June 21 — Mets 5, Cubs 4

Cubs jumped out to a 4-3 lead on Addison Russell's 2-run homer, but Yu Darvish couldn't hold it, giving the lead right back the following inning. The Cubs then lost the game when embattled reliever Brad Brach came into a 4-4 tie and gave up a single that eventually came around to score the winning run. Maybe Kimbrel's presence would've changed that outcome, as it could've been another reliever in the game besides Brach, but the Cubs still didn't hit much (Darvish accounted for half their runs) and it was a couple of groundball basehits that led to the winning run scoring, so it's not like Brach and Mike Montgomery got lit up.

June 22 — Mets 10, Cubs 2

This was a clunker of a game that was over well before either team's bullpen figured into things.

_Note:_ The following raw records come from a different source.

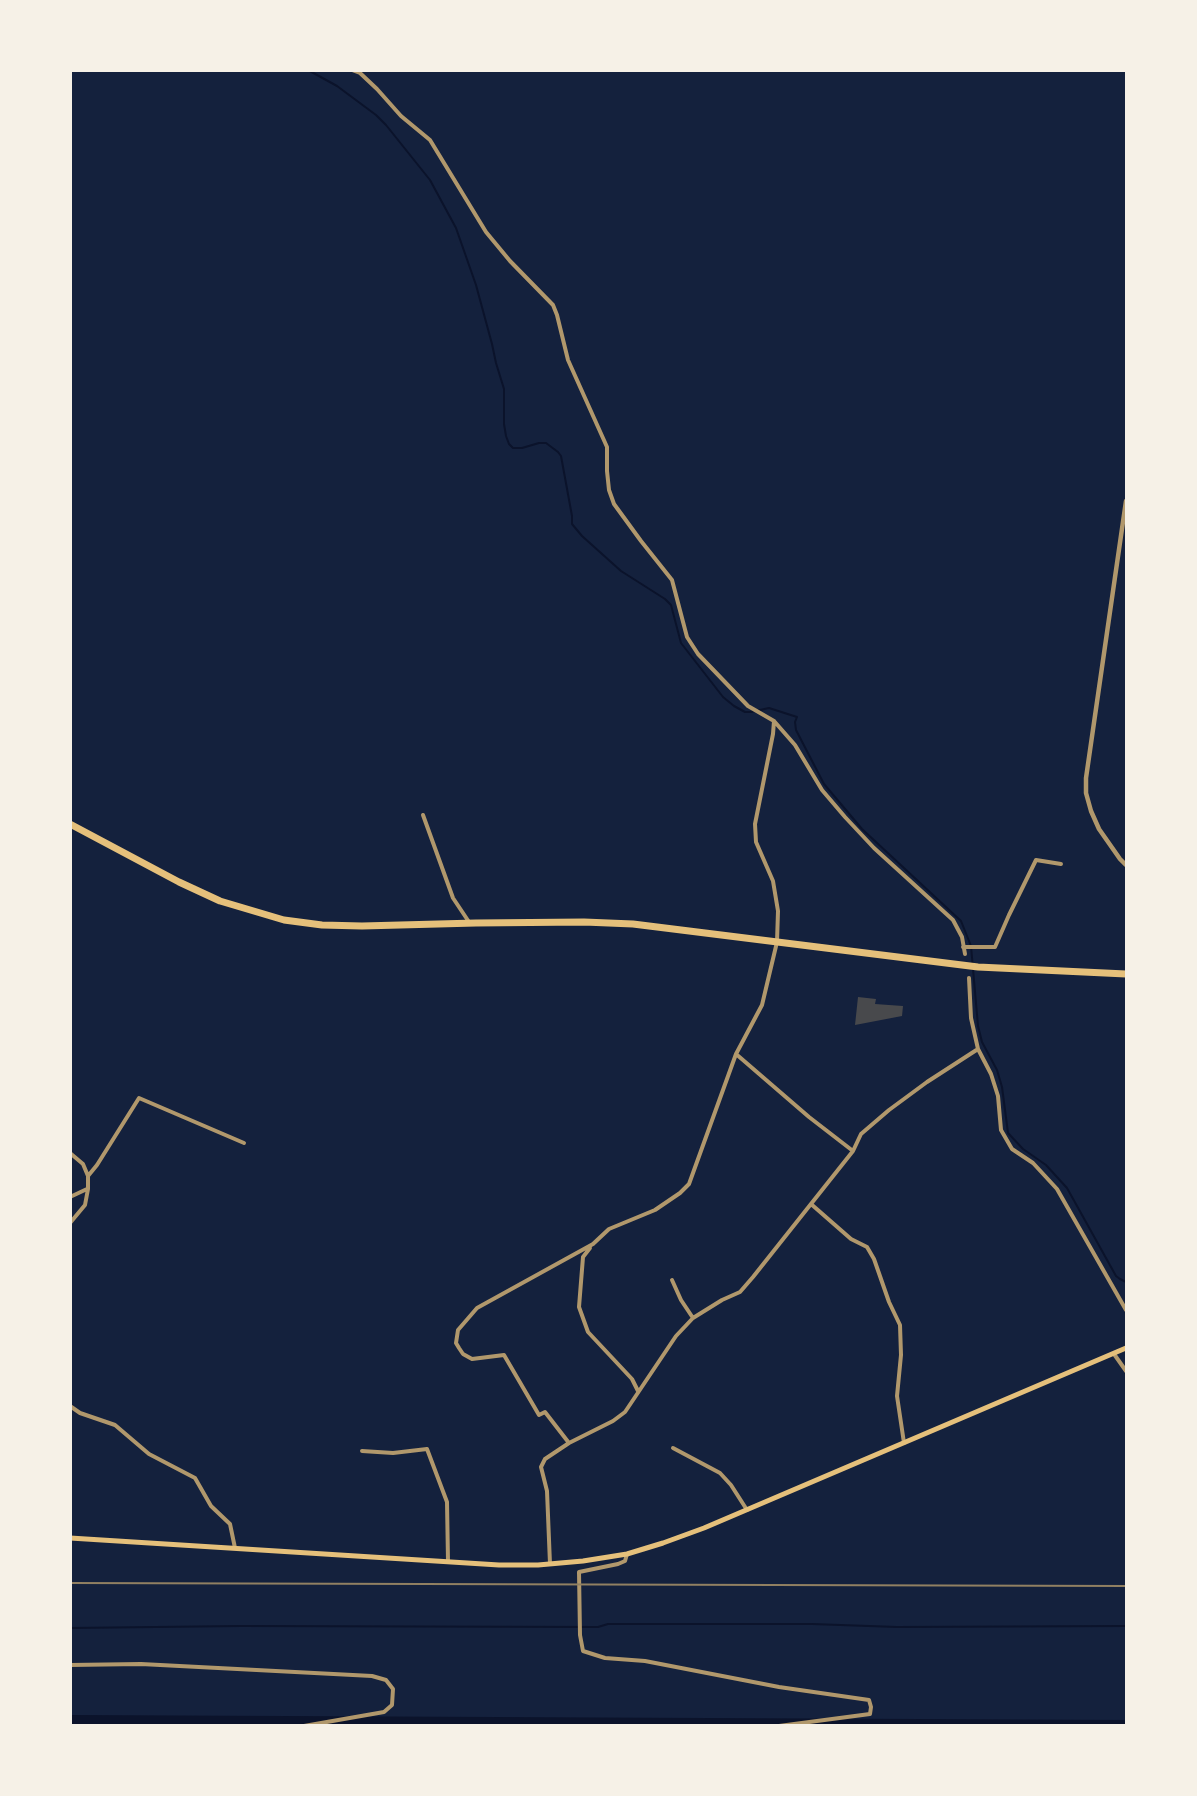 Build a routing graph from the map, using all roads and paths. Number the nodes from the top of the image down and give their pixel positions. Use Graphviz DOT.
graph roads {
  1 [pos="352,70"];
  2 [pos="1126,501"];
  3 [pos="774,721"];
  4 [pos="423,816"];
  5 [pos="70,824"];
  6 [pos="1061,864"];
  7 [pos="1126,866"];
  8 [pos="469,923"];
  9 [pos="777,942"];
  10 [pos="963,947"];
  11 [pos="964,954"];
  12 [pos="1126,975"];
  13 [pos="969,978"];
  14 [pos="978,1049"];
  15 [pos="736,1054"];
  16 [pos="244,1143"];
  17 [pos="853,1151"];
  18 [pos="70,1153"];
  19 [pos="88,1176"];
  20 [pos="88,1189"];
  21 [pos="70,1197"];
  22 [pos="811,1203"];
  23 [pos="70,1223"];
  24 [pos="593,1244"];
  25 [pos="672,1280"];
  26 [pos="1126,1310"];
  27 [pos="693,1318"];
  28 [pos="1126,1348"];
  29 [pos="1113,1354"];
  30 [pos="1126,1371"];
  31 [pos="638,1392"];
  32 [pos="70,1406"];
  33 [pos="569,1443"];
  34 [pos="904,1443"];
  35 [pos="673,1448"];
  36 [pos="362,1451"];
  37 [pos="747,1509"];
  38 [pos="70,1538"];
  39 [pos="235,1548"];
  40 [pos="627,1554"];
  41 [pos="448,1561"];
  42 [pos="550,1564"];
  43 [pos="70,1665"];
  44 [pos="304,1725"];
  45 [pos="779,1725"];
  1 -- 3 [label="street"];
  2 -- 7 [label="street"];
  3 -- 9 [label="street"];
  3 -- 10 [label="street"];
  4 -- 8 [label="street"];
  5 -- 8 [label="highway"];
  6 -- 10 [label="street"];
  8 -- 9 [label="highway"];
  9 -- 12 [label="highway"];
  9 -- 15 [label="street"];
  10 -- 11 [label="street"];
  13 -- 14 [label="street"];
  14 -- 17 [label="street"];
  14 -- 26 [label="street"];
  15 -- 17 [label="street"];
  15 -- 24 [label="street"];
  16 -- 19 [label="street"];
  17 -- 22 [label="street"];
  18 -- 19 [label="street"];
  19 -- 20 [label="street"];
  20 -- 21 [label="street"];
  20 -- 23 [label="street"];
  22 -- 27 [label="street"];
  22 -- 34 [label="street"];
  24 -- 31 [label="street"];
  24 -- 33 [label="street"];
  25 -- 27 [label="street"];
  27 -- 31 [label="street"];
  28 -- 29 [label="main road"];
  29 -- 30 [label="street"];
  29 -- 34 [label="main road"];
  31 -- 33 [label="street"];
  32 -- 39 [label="street"];
  33 -- 42 [label="street"];
  34 -- 37 [label="main road"];
  35 -- 37 [label="street"];
  36 -- 41 [label="street"];
  37 -- 40 [label="main road"];
  38 -- 39 [label="main road"];
  39 -- 41 [label="main road"];
  40 -- 42 [label="main road"];
  40 -- 45 [label="street"];
  41 -- 42 [label="main road"];
  43 -- 44 [label="street"];
}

June 25 — Braves 3, Cubs 2

Hard to win many games scoring only 2 runs. Maybe Montgomery would not have been pitching in the seventh inning with a 2-1 lead if Kimbrel were around, but the Cubs also needed/wanted some length after Adbert Alzolay's 4.2-inning start and Montgomery had retired five of the six batters he faced before allowing the game-winning homer. 

June 26 — Braves 5, Cubs 3

Well, Yu Darvish ended his no-decision streak before setting a new MLB record, but it ended with an "L" flag flying high over Wrigley Field. The right-hander put the Cubs in a 5-0 hole early — before the rain delay hit — and even though the bullpen pitched well, the lineup couldn't quite climb all the way back. But not for a lack of trying from Darvish's battery-mate Willson Contreras:

So in total, we're looking at maybe three games this month in which Kimbrel could've played a role and potentially changed the outcome for the Cubs. But even those three games are a stretch — who knows if they would've still lost each one of those contests anyways.

This serves as just another reminder that Kimbrel isn't the Cubs' savior. While he will be a very nice piece in the bullpen and help create a positive trickle down effect on the pitching staff, he can't do anything to impact the Cubs' offense or starting pitching and those are the biggest issues plaguing the team at the moment.